Espanhóis não baixaram a cabeça diante do terrorismo

OTÁVIO DIAS
DA REDAÇÃO

A seriedade dos fatos ocorridos na Espanha tem suscitado intenso debate e muita confusão. Pode ser útil clarear alguns pontos.
Em primeiro lugar, parte dos espanhóis mudou seu voto na última hora porque o governo de José María Aznar foi irresponsável ao culpar rapidamente o ETA -e persistir no erro-, quando, pouco depois, surgiram indícios de que os atentados provavelmente foram cometidos pela Al Qaeda ou por extremistas ligados à rede.
Ainda que o governo não tenha agido inteiramente de má-fé, mostrou-se despreparado. Isso ficou claríssimo quando o candidato a premiê conservador, Mariano Rajoy, disse à rede BBC ter "convicção moral" de que o ETA era o autor. Como eleger um premiê com tal "convicção moral"?
É difícil saber qual seria o impacto dos ataques na eleição caso o governo Aznar tivesse admitido, desde o início, a hipótese de uma ação da Al Qaeda e houvesse apresentado uma defesa firme de sua política de alinhamento aos EUA. Teria havido um sério debate, mas a credibilidade do governo não teria sido tão abalada.
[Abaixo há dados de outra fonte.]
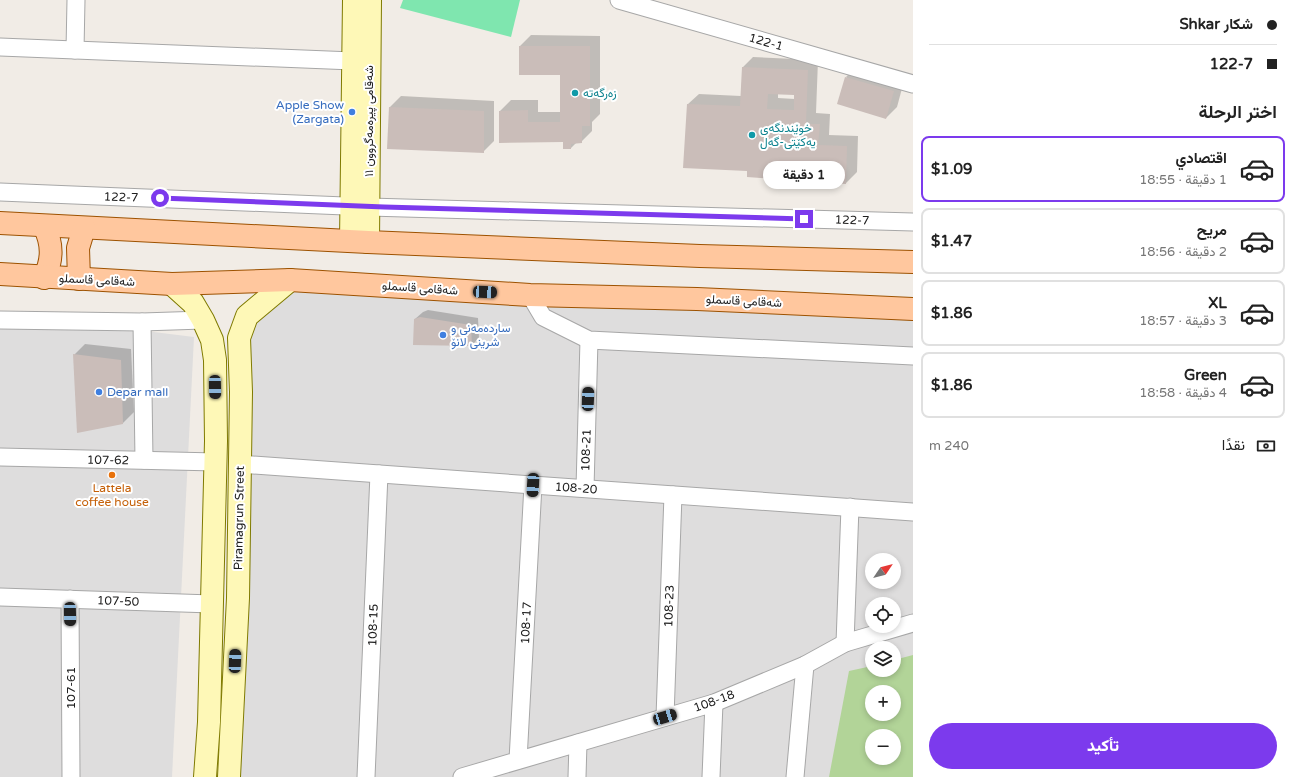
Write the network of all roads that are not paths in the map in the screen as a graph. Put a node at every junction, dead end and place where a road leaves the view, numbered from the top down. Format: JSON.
{"nodes":[{"id":1,"x":76,"y":0,"type":"edge"},
{"id":2,"x":354,"y":0,"type":"edge"},
{"id":3,"x":370,"y":0,"type":"edge"},
{"id":4,"x":619,"y":0,"type":"edge"},
{"id":5,"x":0,"y":47,"type":"edge"},
{"id":6,"x":75,"y":50,"type":"junction"},
{"id":7,"x":353,"y":61,"type":"junction"},
{"id":8,"x":913,"y":84,"type":"edge"},
{"id":9,"x":0,"y":192,"type":"edge"},
{"id":10,"x":360,"y":206,"type":"junction"},
{"id":11,"x":913,"y":222,"type":"edge"},
{"id":12,"x":0,"y":223,"type":"edge"},
{"id":13,"x":44,"y":226,"type":"junction"},
{"id":14,"x":84,"y":228,"type":"junction"},
{"id":15,"x":360,"y":242,"type":"junction"},
{"id":16,"x":913,"y":262,"type":"edge"},
{"id":17,"x":0,"y":274,"type":"edge"},
{"id":18,"x":44,"y":278,"type":"junction"},
{"id":19,"x":79,"y":279,"type":"junction"},
{"id":20,"x":290,"y":280,"type":"junction"},
{"id":21,"x":172,"y":284,"type":"junction"},
{"id":22,"x":530,"y":295,"type":"junction"},
{"id":23,"x":913,"y":309,"type":"edge"},
{"id":24,"x":0,"y":320,"type":"edge"},
{"id":25,"x":203,"y":320,"type":"junction"},
{"id":26,"x":142,"y":322,"type":"junction"},
{"id":27,"x":589,"y":340,"type":"junction"},
{"id":28,"x":913,"y":356,"type":"edge"},
{"id":29,"x":0,"y":457,"type":"edge"},
{"id":30,"x":144,"y":460,"type":"junction"},
{"id":31,"x":216,"y":462,"type":"junction"},
{"id":32,"x":239,"y":464,"type":"junction"},
{"id":33,"x":379,"y":474,"type":"junction"},
{"id":34,"x":533,"y":485,"type":"junction"},
{"id":35,"x":585,"y":488,"type":"junction"},
{"id":36,"x":673,"y":495,"type":"junction"},
{"id":37,"x":850,"y":507,"type":"junction"},
{"id":38,"x":913,"y":512,"type":"edge"},
{"id":39,"x":0,"y":597,"type":"edge"},
{"id":40,"x":70,"y":599,"type":"junction"},
{"id":41,"x":212,"y":604,"type":"junction"},
{"id":42,"x":913,"y":623,"type":"edge"},
{"id":43,"x":845,"y":643,"type":"junction"},
{"id":44,"x":805,"y":665,"type":"junction"},
{"id":45,"x":714,"y":703,"type":"junction"},
{"id":46,"x":665,"y":717,"type":"junction"},
{"id":47,"x":578,"y":743,"type":"junction"},
{"id":48,"x":518,"y":760,"type":"junction"},
{"id":49,"x":71,"y":777,"type":"edge"},
{"id":50,"x":205,"y":777,"type":"edge"},
{"id":51,"x":229,"y":777,"type":"edge"},
{"id":52,"x":366,"y":777,"type":"edge"},
{"id":53,"x":462,"y":777,"type":"edge"},
{"id":54,"x":577,"y":777,"type":"edge"},
{"id":55,"x":711,"y":777,"type":"edge"},
{"id":56,"x":795,"y":777,"type":"edge"}],
"edges":[{"from":1,"to":6,"type":"street"},
{"from":2,"to":7,"type":"main road","name":"شەقامی پیرەمەگروون ١١"},
{"from":3,"to":10,"type":"main road","name":"شەقامی پیرەمەگروون ١١"},
{"from":4,"to":8,"type":"street","name":"122-1"},
{"from":5,"to":6,"type":"street"},
{"from":6,"to":7,"type":"street"},
{"from":7,"to":10,"type":"main road","name":"شەقامی پیرەمەگروون ١١"},
{"from":9,"to":10,"type":"street","name":"122-7"},
{"from":10,"to":11,"type":"street","name":"122-7"},
{"from":10,"to":15,"type":"main road","name":"شەقامی پیرەمەگروون ١١"},
{"from":12,"to":13,"type":"main road"},
{"from":13,"to":14,"type":"main road"},
{"from":13,"to":18,"type":"main road"},
{"from":14,"to":15,"type":"main road"},
{"from":14,"to":19,"type":"main road"},
{"from":15,"to":16,"type":"main road"},
{"from":17,"to":18,"type":"main road","name":"شەقامی قاسملو"},
{"from":18,"to":19,"type":"main road","name":"شەقامی قاسملو"},
{"from":19,"to":21,"type":"main road","name":"شەقامی قاسملو"},
{"from":20,"to":21,"type":"main road","name":"شەقامی قاسملو"},
{"from":20,"to":22,"type":"main road","name":"شەقامی قاسملو"},
{"from":20,"to":32,"type":"main road","name":"Piramagrun Street"},
{"from":21,"to":25,"type":"main road","name":"Piramagrun Street"},
{"from":22,"to":23,"type":"main road","name":"شەقامی قاسملو"},
{"from":22,"to":27,"type":"street"},
{"from":24,"to":26,"type":"street"},
{"from":25,"to":26,"type":"street"},
{"from":25,"to":31,"type":"main road","name":"Piramagrun Street"},
{"from":26,"to":30,"type":"street"},
{"from":27,"to":28,"type":"street"},
{"from":27,"to":35,"type":"street","name":"108-21"},
{"from":29,"to":30,"type":"street","name":"107-62"},
{"from":30,"to":31,"type":"street","name":"107-62"},
{"from":31,"to":41,"type":"main road","name":"Piramagrun Street"},
{"from":32,"to":33,"type":"street","name":"108-20"},
{"from":32,"to":51,"type":"main road","name":"Piramagrun Street"},
{"from":33,"to":34,"type":"street","name":"108-20"},
{"from":33,"to":52,"type":"street","name":"108-15"},
{"from":34,"to":35,"type":"street","name":"108-20"},
{"from":34,"to":48,"type":"street","name":"108-17"},
{"from":35,"to":36,"type":"street","name":"108-20"},
{"from":36,"to":37,"type":"street","name":"108-20"},
{"from":36,"to":46,"type":"street","name":"108-23"},
{"from":37,"to":38,"type":"street","name":"108-20"},
{"from":37,"to":43,"type":"street"},
{"from":39,"to":40,"type":"street","name":"107-50"},
{"from":40,"to":41,"type":"street","name":"107-50"},
{"from":40,"to":49,"type":"street","name":"107-61"},
{"from":41,"to":50,"type":"main road","name":"Piramagrun Street"},
{"from":42,"to":43,"type":"street","name":"108-18"},
{"from":43,"to":44,"type":"street","name":"108-18"},
{"from":44,"to":45,"type":"street","name":"108-18"},
{"from":44,"to":56,"type":"street"},
{"from":45,"to":46,"type":"street","name":"108-18"},
{"from":45,"to":55,"type":"street"},
{"from":46,"to":47,"type":"street","name":"108-18"},
{"from":47,"to":48,"type":"street","name":"108-18"},
{"from":47,"to":54,"type":"street"},
{"from":48,"to":53,"type":"street","name":"108-18"}]}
Em segundo lugar, não é verdadeiro dizer que a maioria dos espanhóis votou com medo do terrorismo e por uma política menos incisiva de combate ao terror islâmico, como se pretendesse fugir da "guerra contra o terrorismo".
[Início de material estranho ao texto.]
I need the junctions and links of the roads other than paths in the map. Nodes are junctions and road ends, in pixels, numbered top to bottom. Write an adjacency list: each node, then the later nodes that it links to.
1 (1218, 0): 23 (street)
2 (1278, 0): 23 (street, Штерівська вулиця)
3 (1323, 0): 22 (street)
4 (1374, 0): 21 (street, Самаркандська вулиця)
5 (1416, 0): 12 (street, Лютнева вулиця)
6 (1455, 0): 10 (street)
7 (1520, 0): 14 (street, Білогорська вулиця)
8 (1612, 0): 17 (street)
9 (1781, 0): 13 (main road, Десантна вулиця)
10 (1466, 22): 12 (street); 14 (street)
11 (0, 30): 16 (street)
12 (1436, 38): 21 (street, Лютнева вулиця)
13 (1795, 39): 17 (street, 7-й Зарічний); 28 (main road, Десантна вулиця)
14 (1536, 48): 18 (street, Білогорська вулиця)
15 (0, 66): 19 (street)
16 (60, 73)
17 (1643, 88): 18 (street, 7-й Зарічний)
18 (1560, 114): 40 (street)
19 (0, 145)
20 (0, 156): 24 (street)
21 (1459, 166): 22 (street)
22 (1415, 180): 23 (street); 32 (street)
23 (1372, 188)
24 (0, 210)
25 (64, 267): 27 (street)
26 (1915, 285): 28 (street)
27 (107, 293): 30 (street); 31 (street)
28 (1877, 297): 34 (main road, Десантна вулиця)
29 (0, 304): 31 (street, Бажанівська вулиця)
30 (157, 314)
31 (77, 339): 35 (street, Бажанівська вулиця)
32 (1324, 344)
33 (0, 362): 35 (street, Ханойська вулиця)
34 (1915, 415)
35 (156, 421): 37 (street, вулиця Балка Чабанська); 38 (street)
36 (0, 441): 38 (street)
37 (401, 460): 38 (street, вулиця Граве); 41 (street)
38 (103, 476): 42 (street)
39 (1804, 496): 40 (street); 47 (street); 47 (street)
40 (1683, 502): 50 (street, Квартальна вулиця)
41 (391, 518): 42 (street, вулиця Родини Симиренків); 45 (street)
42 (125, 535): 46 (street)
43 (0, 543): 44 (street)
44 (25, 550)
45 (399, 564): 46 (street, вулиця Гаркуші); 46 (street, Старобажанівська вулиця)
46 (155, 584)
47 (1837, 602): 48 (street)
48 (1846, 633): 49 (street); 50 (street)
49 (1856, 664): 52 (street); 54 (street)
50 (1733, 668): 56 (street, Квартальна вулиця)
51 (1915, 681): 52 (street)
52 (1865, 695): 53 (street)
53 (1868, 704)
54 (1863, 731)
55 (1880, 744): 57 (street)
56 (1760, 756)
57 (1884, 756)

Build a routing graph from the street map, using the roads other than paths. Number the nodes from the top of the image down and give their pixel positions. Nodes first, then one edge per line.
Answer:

Nenhum governo de nenhum país perderá votos por combater energicamente o terrorismo, pois essa é uma questão de vida ou morte. Essa maioria mostrou que acredita que a guerra contra o terrorismo não tem -ou melhor, não tinha- nada a ver com a Guerra do Iraque, apesar do presidente George W. Bush tê-la vendido, com apoio de Aznar, como estando na "linha de frente" do combate ao terror islâmico.
O regime de Saddam Hussein era condenável e merecia ser contido, mas, pelas evidências disponíveis, não possuía ligações com a Al Qaeda. Segundo alguns dos mais sérios estudiosos do tema, a invasão do Iraque foi uma distração que não trouxe avanços no combate ao terror, pois complicou as coisas ao atiçar o sentimento antiamericano e antiocidental.
Uma ressalva: agora não é possível abandonar o Iraque. O máximo que pode ser feito é aumentar o papel da ONU no pós-guerra.
A mensagem da maioria na Espanha foi simples: ela quer -ainda que, de certa forma, simbolicamente- separar a guerra contra o terrorismo da Guerra do Iraque. Mas, de maneira alguma, baixou a cabeça diante da Al Qaeda e dos extremistas islâmicos ou se rendeu a seus métodos terroristas.